The Beauty of It All: Joseph Reid & Marina Sudworth

(March 8 – May 24, 2024)

Reception with the artists: Friday, March 8, 2024 (6:30-8:30 pm). All are welcome to attend. Refreshments will be provided.

The Beauty of It All presents a comprehensive selection of paintings and sculptural works by Joseph Reid and Marina Sudworth of Dominion, Nova Scotia. Notable for their purity of vision, the works of both artists assume significance as authentic expressions of folk-art spirit within the culture of Unama’ki / Cape Breton. Together, Marina and Joseph offer two divergent approaches to folk art; one traditional, figurative, and deeply-rooted in whimsical storytelling of life in Atlantic Canada: the other abstracted, and focused on the formal qualities of colour, form and texture to express deeply emotional and spiritual responses to memories of past life and the uncertainty of a changing world.

The CBU Art Gallery is delighted to present the works of these two artists together in this very special exhibition, their first formal presentation of art on the island.

Bio (extracts from an exhibition forward by David P. Stephens):

“Dominion folk artists Joseph Reid and Marina Sudworth have enjoyed a thirty-plus year relationship which has taken on a life of its own over time, causing them to engage with one another emotionally, spiritually, and artistically.

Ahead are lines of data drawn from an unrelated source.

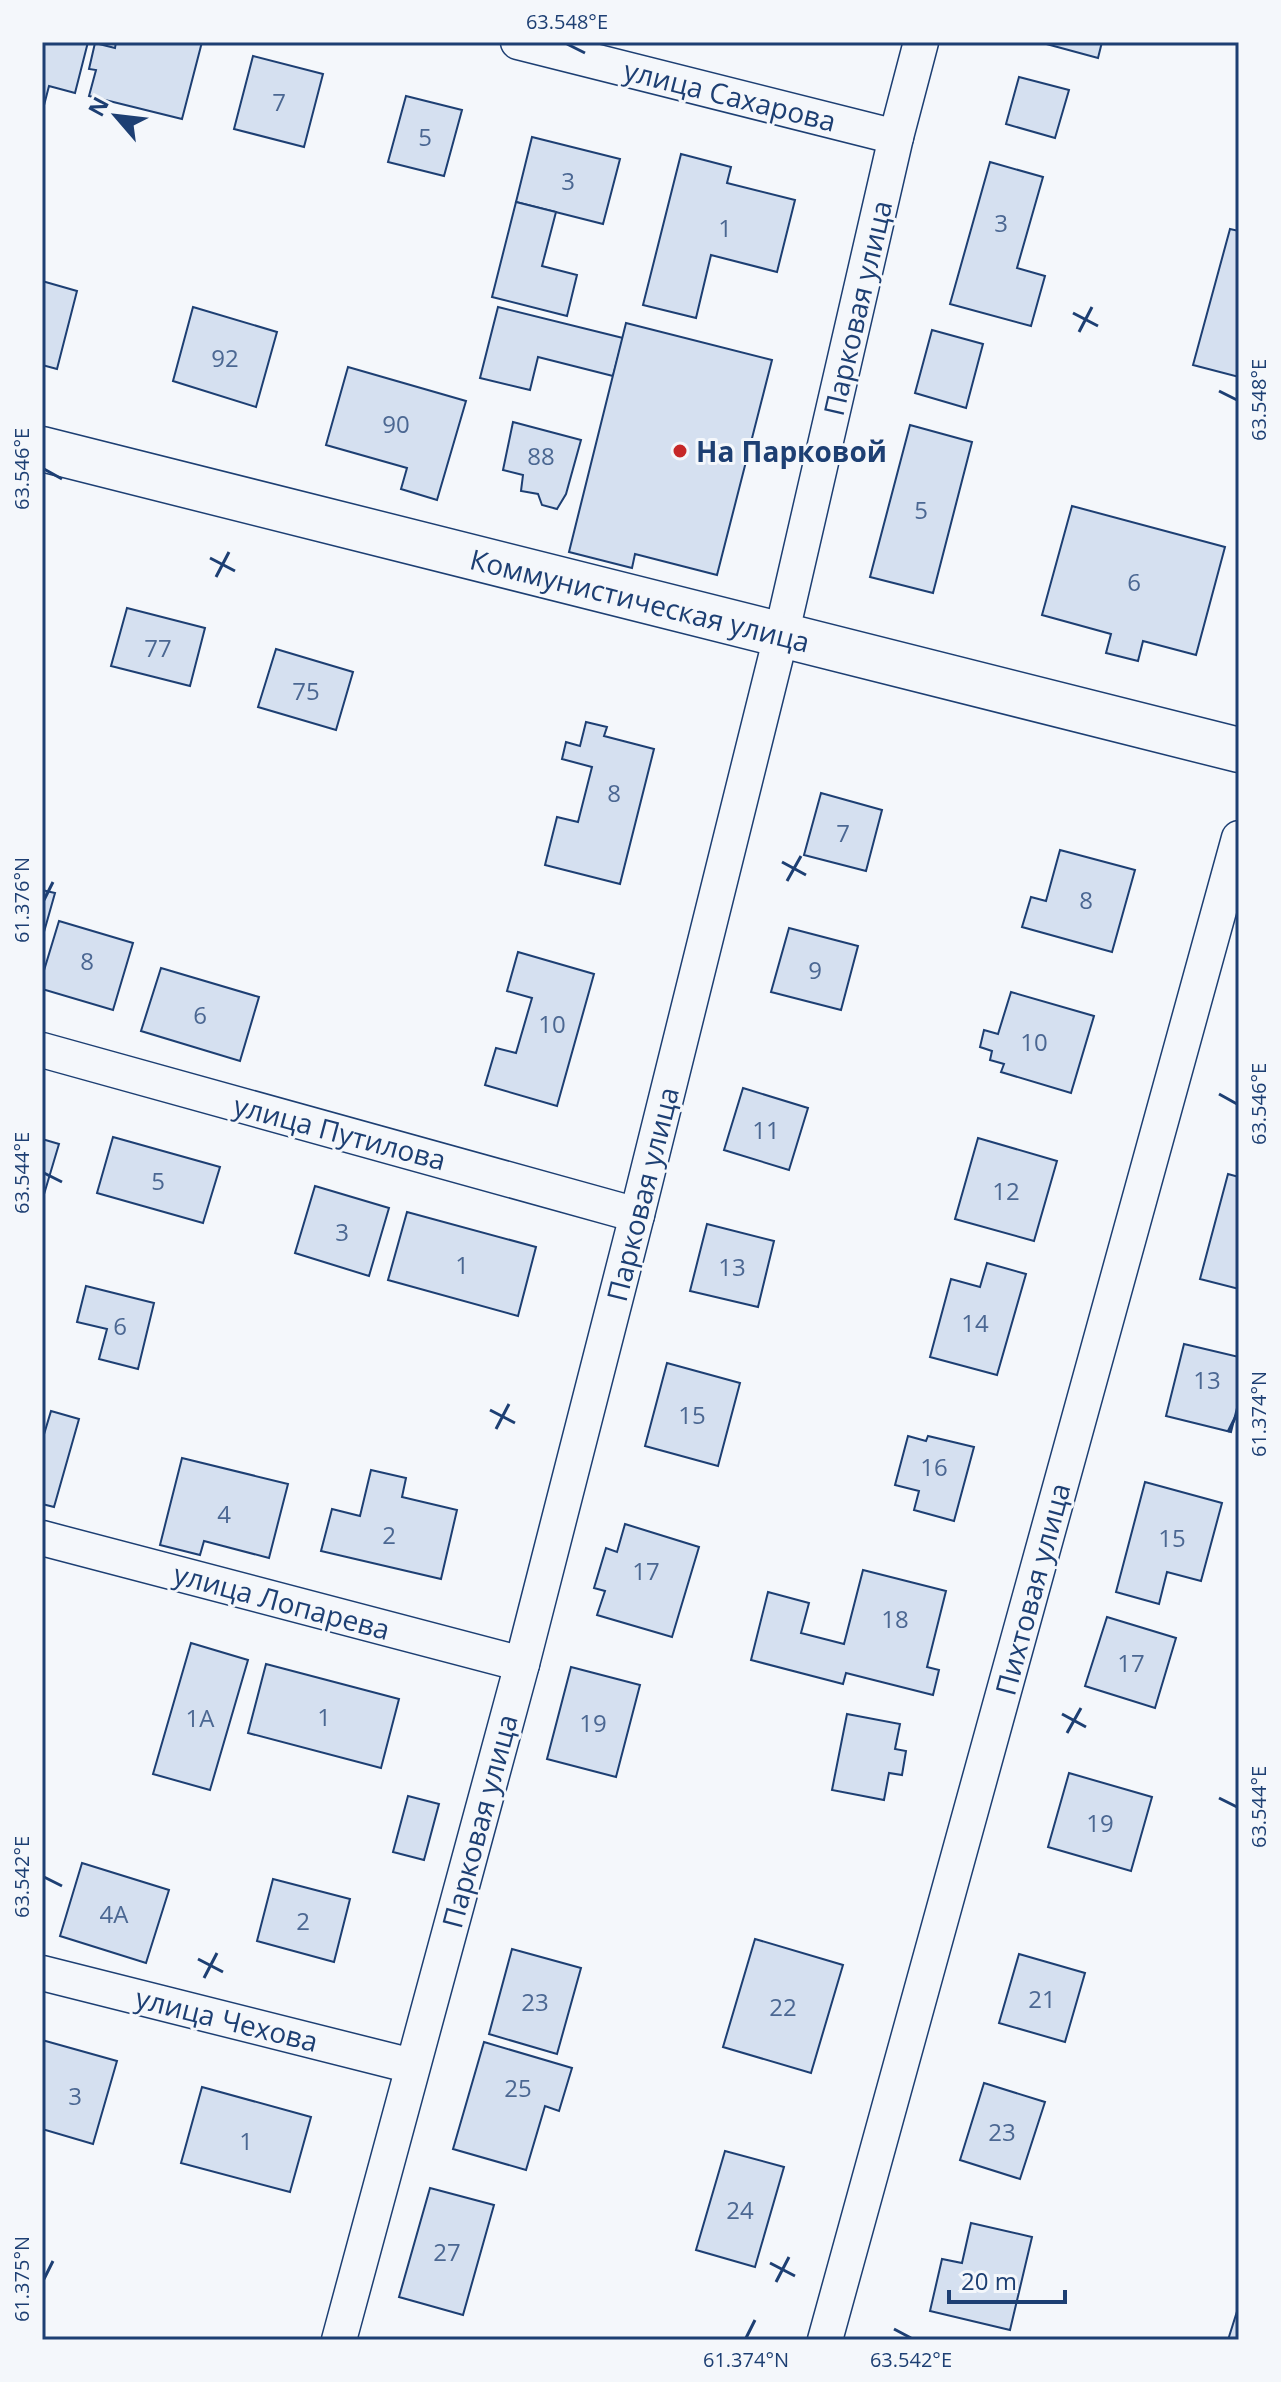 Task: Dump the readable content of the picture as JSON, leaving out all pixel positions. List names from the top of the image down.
{
  "streets": {
    "street": [
      "улица Сахарова",
      "Парковая улица",
      "Коммунистическая улица",
      "улица Путилова",
      "Пихтовая улица",
      "улица Лопарева",
      "улица Чехова"
    ]
  },
  "crossings": [
    ["улица Сахарова", "Парковая улица"],
    ["Парковая улица", "Коммунистическая улица"],
    ["Парковая улица", "улица Путилова"],
    ["Парковая улица", "улица Лопарева"],
    ["Парковая улица", "улица Чехова"]
  ],
  "places": ["На Парковой"],
  "house_numbers": [
    "7",
    "5",
    "3",
    "3",
    "1",
    "92",
    "90",
    "88",
    "5",
    "6",
    "77",
    "75",
    "8",
    "7",
    "8",
    "8",
    "9",
    "6",
    "10",
    "10",
    "11",
    "5",
    "12",
    "3",
    "1",
    "13",
    "14",
    "6",
    "13",
    "15",
    "16",
    "4",
    "2",
    "15",
    "17",
    "18",
    "17",
    "1",
    "1А",
    "19",
    "19",
    "4А",
    "2",
    "21",
    "23",
    "22",
    "25",
    "3",
    "23",
    "1",
    "24",
    "27"
  ],
  "scale_bar": "20 m",
  "north": "top left",
  "coordinates": [
    "63.548°E",
    "63.546°E",
    "61.376°N",
    "63.544°E",
    "61.374°N",
    "63.542°E",
    "61.375°N"
  ]
}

Joseph has lived in the ‘family home’ in the Town of Dominion for most of his life. Other than short-lived forays into the ‘big cities’, Dominion has been home; his safe haven.

In the late 1980’s, Marina Sudworth became part of the Reid family when she and her partner Lexter –  Joseph’s brother – moved into his grandmother’s home, adjacent to the [Reid] family home. Marina led a quiet, private life, and she helped the family immensely over the years.

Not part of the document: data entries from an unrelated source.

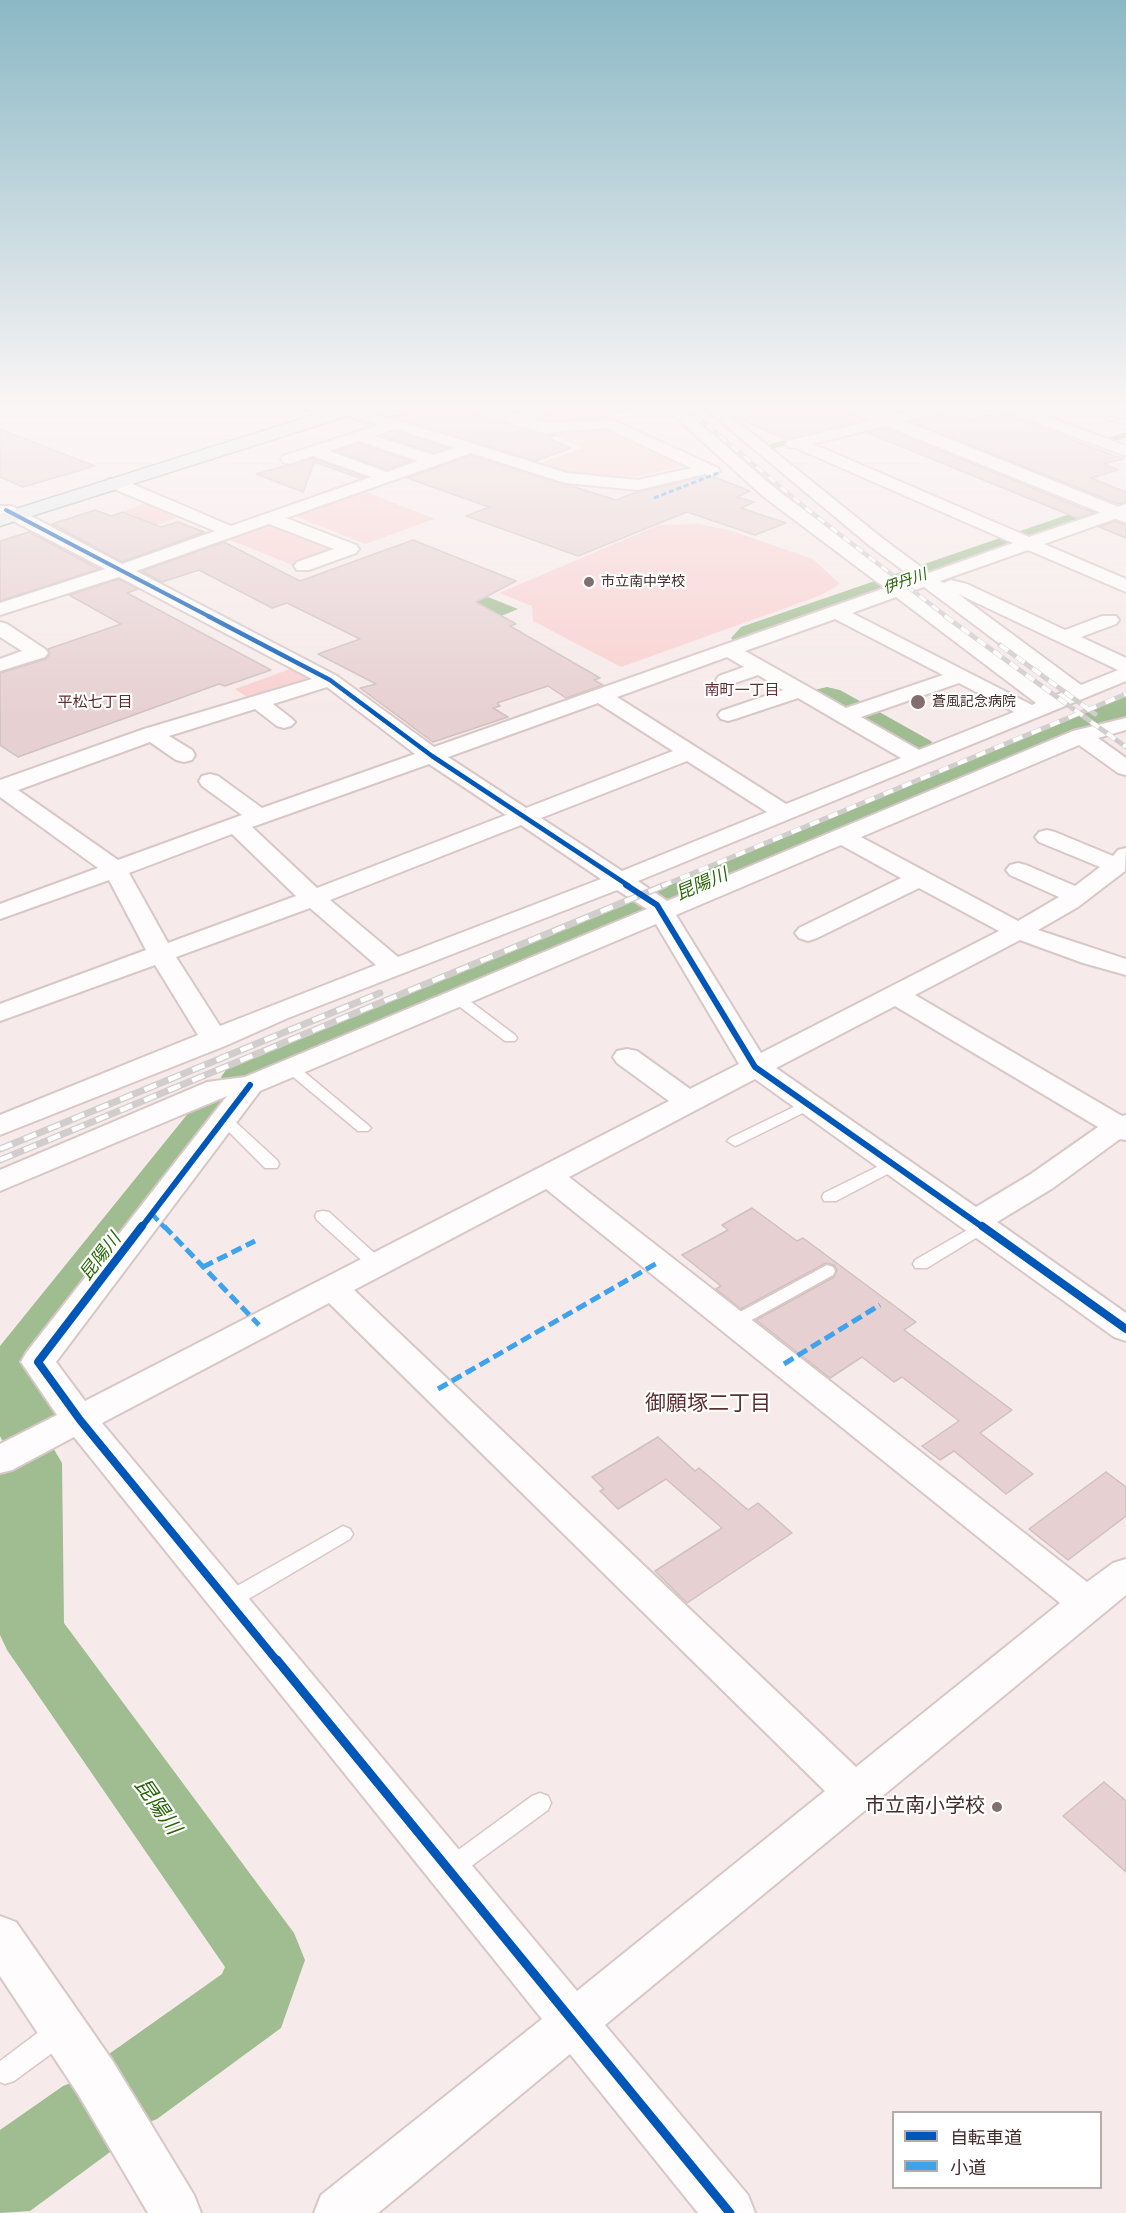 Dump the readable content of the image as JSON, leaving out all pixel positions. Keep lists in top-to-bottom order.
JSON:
{
  "districts": ["南町一丁目", "平松七丁目", "御願塚二丁目"],
  "water": ["伊丹川", "昆陽川"],
  "places": ["市立南中学校", "蒼風記念病院", "市立南小学校"],
  "legend": ["自転車道", "小道"]
}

During that period, Joseph’s older brother Lorne Reid, had gained recognition as a folk artist of renown, Sadly, his artistic output was cut short when he was diagnosed with cancer.  Lorne passed away at the family home in Dominion in March of 1991, with Joe by his side. Losing Lorne had a huge impact on the Reid family.  It was at this difficult yet pivotal moment that I believe Joe became a folk artist, as he found solace and comfort, delving into his unique, raw painting style, utilizing brushes, paints and unfinished works left behind by Lorne.

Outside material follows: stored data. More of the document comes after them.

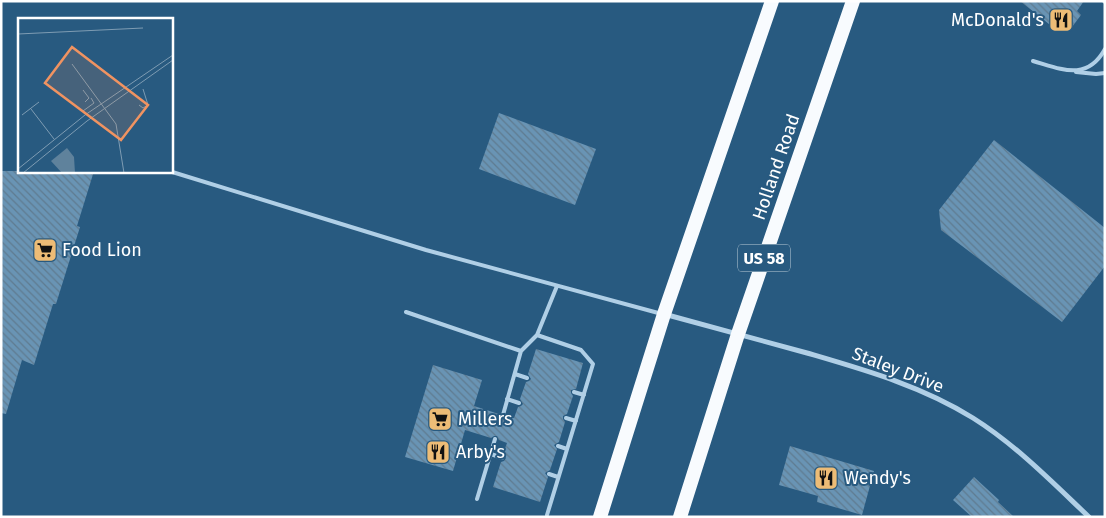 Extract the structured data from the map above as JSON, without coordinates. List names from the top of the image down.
{
  "streets": {
    "highway": ["Holland Road", "US 58"],
    "street": ["Staley Drive"]
  },
  "crossings": [
    ["Holland Road", "Staley Drive"]
  ],
  "places": {
    "restaurant": ["McDonald's", "Arby's", "Wendy's"],
    "supermarket": ["Food Lion", "Millers"]
  }
}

Marina has held a penchant for painting little vignettes – containing memories, recollections and dreams of her early life in her Newfoundland home. It’s just recently that she’s felt comfortable sharing these joyous snippets of her life and times with those from outside of her family. Marina [continues to enjoy] painting [and expressing her love of life]”.

– David P. Stephens


Continuing until February 16, 2024, Proletariart features the work of artists of all ages and levels of experience from across Unama’ki / Cape Breton. Come and experience the diversity and range of talent the island has to offer!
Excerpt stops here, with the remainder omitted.